Task item => Omitting all images, output the entries that follow exactly as written.

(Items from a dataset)
-*-*-

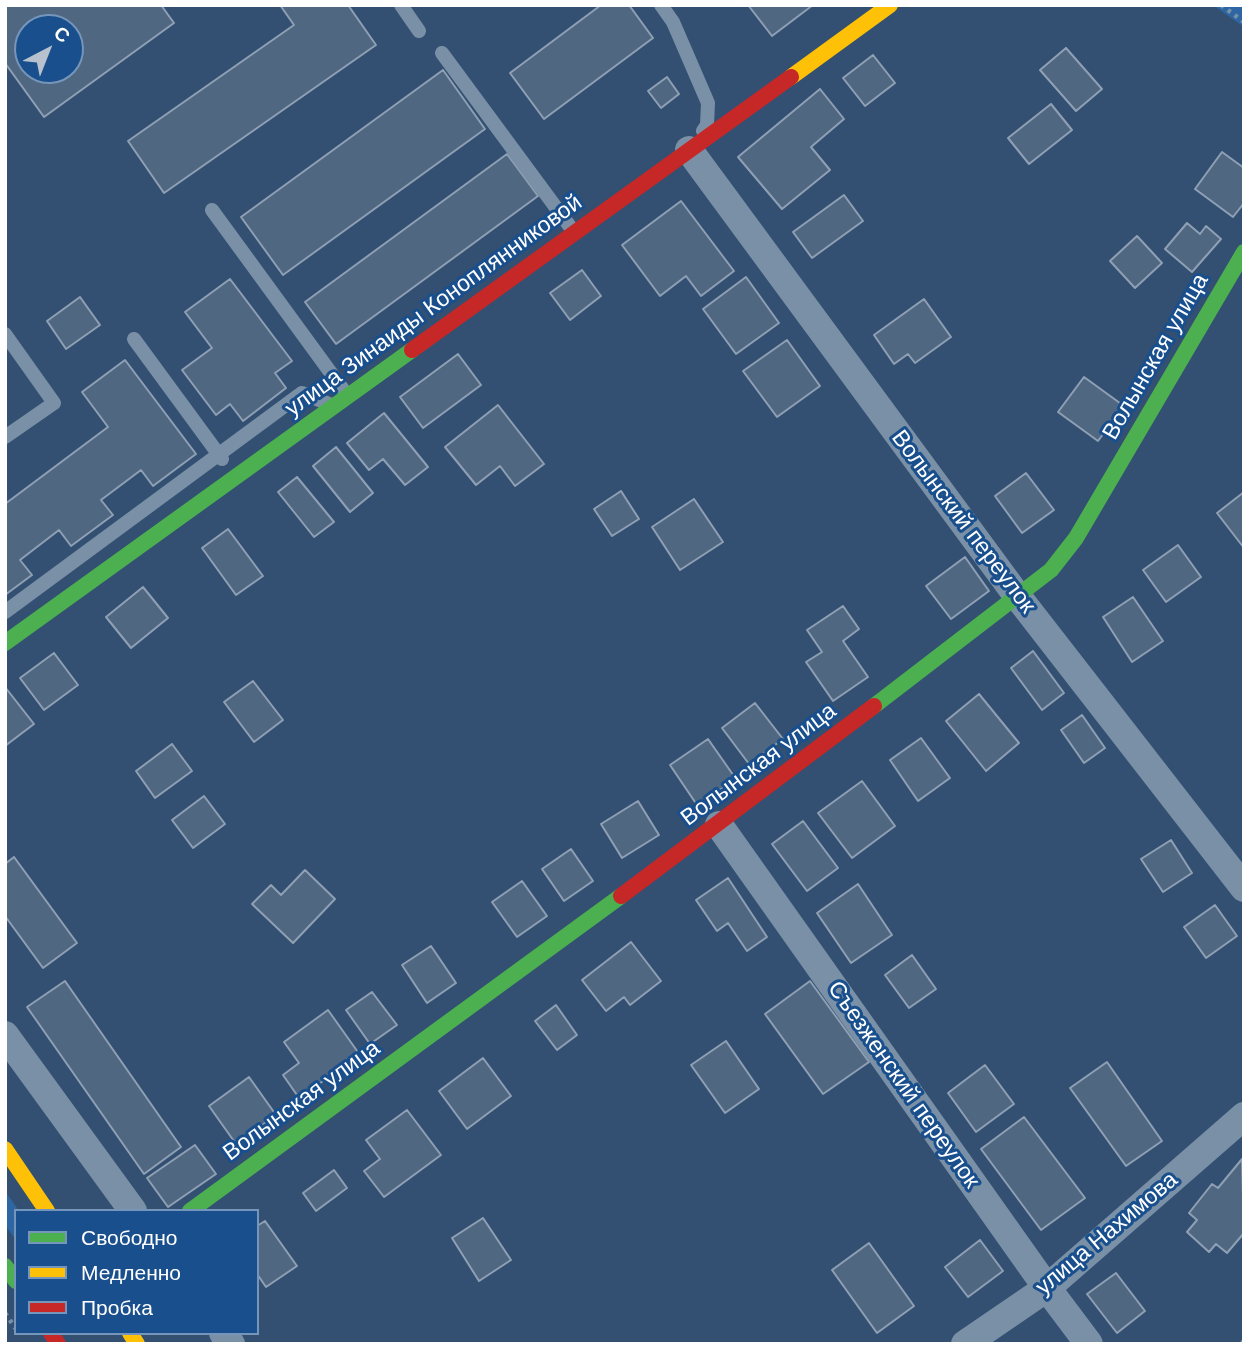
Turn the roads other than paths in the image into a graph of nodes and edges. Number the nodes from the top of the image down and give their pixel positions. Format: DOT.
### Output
graph roads {
  1 [pos="401,5"];
  2 [pos="660,5"];
  3 [pos="890,5"];
  4 [pos="419,31"];
  5 [pos="442,53"];
  6 [pos="689,150"];
  7 [pos="212,210"];
  8 [pos="574,233"];
  9 [pos="1244,252"];
  10 [pos="6,336"];
  11 [pos="134,339"];
  12 [pos="341,401"];
  13 [pos="5,437"];
  14 [pos="218,454"];
  15 [pos="235,477"];
  16 [pos="1018,597"];
  17 [pos="5,612"];
  18 [pos="5,643"];
  19 [pos="719,825"];
  20 [pos="1244,888"];
  21 [pos="5,1035"];
  22 [pos="1244,1116"];
  23 [pos="5,1149"];
  24 [pos="46,1209"];
  25 [pos="132,1209"];
  26 [pos="193,1209"];
  27 [pos="1047,1288"];
  28 [pos="965,1344"];
  29 [pos="1089,1344"];
  1 -- 4 [label="lane"];
  2 -- 6 [label="lane"];
  3 -- 6 [label="street, улица Зинаиды Коноплянниковой"];
  5 -- 8 [label="lane"];
  6 -- 8 [label="street, улица Зинаиды Коноплянниковой"];
  6 -- 16 [label="street, Волынский переулок"];
  7 -- 12 [label="lane"];
  8 -- 12 [label="street, улица Зинаиды Коноплянниковой"];
  9 -- 16 [label="street, Волынская улица"];
  10 -- 13 [label="lane"];
  11 -- 14 [label="lane"];
  12 -- 14 [label="lane"];
  12 -- 15 [label="street, улица Зинаиды Коноплянниковой"];
  14 -- 15 [label="lane"];
  14 -- 17 [label="lane"];
  15 -- 18 [label="street, улица Зинаиды Коноплянниковой"];
  16 -- 19 [label="street, Волынская улица"];
  16 -- 20 [label="street, Волынский переулок"];
  19 -- 26 [label="street, Волынская улица"];
  19 -- 27 [label="street, Съезженский переулок"];
  21 -- 25 [label="street"];
  22 -- 27 [label="street, улица Нахимова"];
  23 -- 24 [label="street"];
  27 -- 28 [label="street, улица Нахимова"];
  27 -- 29 [label="street, Съезженский переулок"];
}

-*-*-

Output for this task =>
Turn the roads other than paths in the image into a graph of nodes and edges. Number the nodes from the top of the image down and give their pixel positions. Format: DOT.
### Output
graph roads {
  1 [pos="401,5"];
  2 [pos="660,5"];
  3 [pos="890,5"];
  4 [pos="419,31"];
  5 [pos="442,53"];
  6 [pos="689,150"];
  7 [pos="212,210"];
  8 [pos="574,233"];
  9 [pos="1244,252"];
  10 [pos="6,336"];
  11 [pos="134,339"];
  12 [pos="341,401"];
  13 [pos="5,437"];
  14 [pos="218,454"];
  15 [pos="235,477"];
  16 [pos="1018,597"];
  17 [pos="5,612"];
  18 [pos="5,643"];
  19 [pos="719,825"];
  20 [pos="1244,888"];
  21 [pos="5,1035"];
  22 [pos="1244,1116"];
  23 [pos="5,1149"];
  24 [pos="46,1209"];
  25 [pos="132,1209"];
  26 [pos="193,1209"];
  27 [pos="1047,1288"];
  28 [pos="965,1344"];
  29 [pos="1089,1344"];
  1 -- 4 [label="lane"];
  2 -- 6 [label="lane"];
  3 -- 6 [label="street, улица Зинаиды Коноплянниковой"];
  5 -- 8 [label="lane"];
  6 -- 8 [label="street, улица Зинаиды Коноплянниковой"];
  6 -- 16 [label="street, Волынский переулок"];
  7 -- 12 [label="lane"];
  8 -- 12 [label="street, улица Зинаиды Коноплянниковой"];
  9 -- 16 [label="street, Волынская улица"];
  10 -- 13 [label="lane"];
  11 -- 14 [label="lane"];
  12 -- 14 [label="lane"];
  12 -- 15 [label="street, улица Зинаиды Коноплянниковой"];
  14 -- 15 [label="lane"];
  14 -- 17 [label="lane"];
  15 -- 18 [label="street, улица Зинаиды Коноплянниковой"];
  16 -- 19 [label="street, Волынская улица"];
  16 -- 20 [label="street, Волынский переулок"];
  19 -- 26 [label="street, Волынская улица"];
  19 -- 27 [label="street, Съезженский переулок"];
  21 -- 25 [label="street"];
  22 -- 27 [label="street, улица Нахимова"];
  23 -- 24 [label="street"];
  27 -- 28 [label="street, улица Нахимова"];
  27 -- 29 [label="street, Съезженский переулок"];
}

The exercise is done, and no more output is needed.